── DATA FOR THIS TASK ──

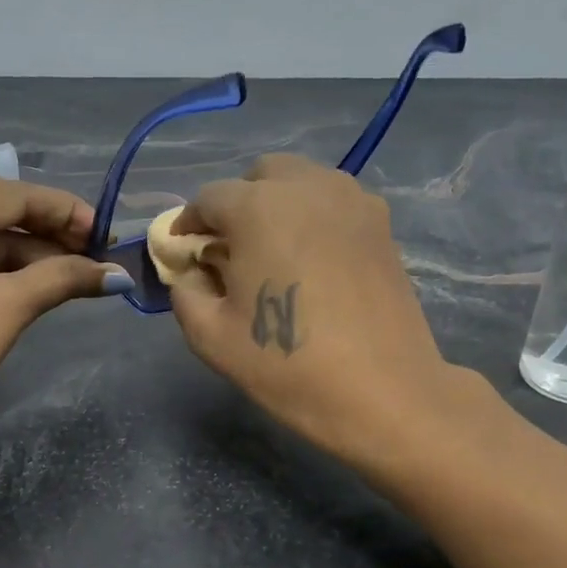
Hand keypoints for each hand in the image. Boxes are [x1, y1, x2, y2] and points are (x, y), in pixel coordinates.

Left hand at [0, 177, 126, 433]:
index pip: (9, 195)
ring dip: (28, 251)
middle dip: (48, 232)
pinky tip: (41, 277)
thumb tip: (121, 276)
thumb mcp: (9, 306)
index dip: (64, 211)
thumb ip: (65, 277)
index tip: (107, 233)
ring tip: (78, 269)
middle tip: (96, 252)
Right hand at [165, 155, 466, 464]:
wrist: (381, 392)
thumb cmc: (287, 365)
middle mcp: (307, 187)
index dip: (189, 224)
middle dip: (237, 204)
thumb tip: (192, 271)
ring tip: (274, 252)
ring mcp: (352, 201)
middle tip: (230, 250)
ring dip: (277, 205)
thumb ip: (186, 291)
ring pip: (302, 182)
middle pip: (259, 175)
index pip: (209, 199)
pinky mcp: (382, 224)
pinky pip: (335, 203)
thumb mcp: (210, 337)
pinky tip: (313, 261)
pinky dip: (314, 217)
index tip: (184, 252)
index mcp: (258, 208)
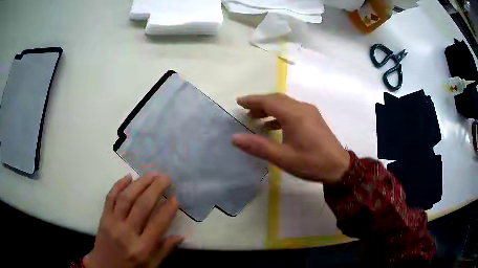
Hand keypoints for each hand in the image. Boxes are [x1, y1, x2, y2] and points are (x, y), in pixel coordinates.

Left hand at [84, 173, 181, 267]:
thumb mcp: (151, 266)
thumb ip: (165, 250)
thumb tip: (180, 236)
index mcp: (142, 248)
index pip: (158, 224)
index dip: (168, 209)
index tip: (176, 197)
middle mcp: (126, 233)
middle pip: (142, 206)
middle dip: (155, 189)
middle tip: (166, 178)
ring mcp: (112, 223)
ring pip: (126, 198)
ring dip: (139, 184)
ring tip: (151, 175)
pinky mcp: (103, 218)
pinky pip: (110, 198)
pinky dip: (118, 185)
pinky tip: (128, 177)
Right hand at [232, 93, 349, 183]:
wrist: (339, 167)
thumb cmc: (311, 162)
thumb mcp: (283, 157)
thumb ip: (258, 147)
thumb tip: (235, 138)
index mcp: (294, 115)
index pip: (269, 101)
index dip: (252, 100)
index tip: (239, 102)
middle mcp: (302, 108)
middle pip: (277, 99)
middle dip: (260, 103)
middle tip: (245, 110)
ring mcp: (310, 112)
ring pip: (286, 104)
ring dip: (270, 108)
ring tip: (256, 118)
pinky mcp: (314, 118)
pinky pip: (293, 110)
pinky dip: (280, 114)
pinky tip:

───

__WHAT TO DO__
Return, exactly as they stand, the lines above from the one with "index dip: (189, 224)" to the one with "middle pip: (142, 206)", omitting any pictures among them.

__TASK OUTPUT__
index dip: (189, 224)
middle dip: (237, 204)
thumb tip: (192, 271)
ring tip: (274, 252)
ring mcp: (352, 201)
middle tip: (230, 250)
ring dip: (277, 205)
thumb ip: (186, 291)
ring pip: (302, 182)
middle pip: (259, 175)
index pip: (209, 199)
pinky mcp: (382, 224)
pinky pip: (335, 203)
thumb mcp: (210, 337)
pinky tip: (313, 261)
pinky dip: (314, 217)
index tip: (184, 252)
index mcp: (258, 208)
Hand keypoints for each hand in the image. Boxes are [x1, y1, x2, y2] and points are (x, y), in pixel coordinates.

Left hand at [84, 173, 181, 267]:
thumb mcp: (151, 266)
thumb ip: (165, 250)
thumb tip: (180, 236)
index mcp: (142, 248)
index pip: (158, 224)
index dip: (168, 209)
index tip: (176, 197)
middle mcp: (126, 233)
middle pip: (142, 206)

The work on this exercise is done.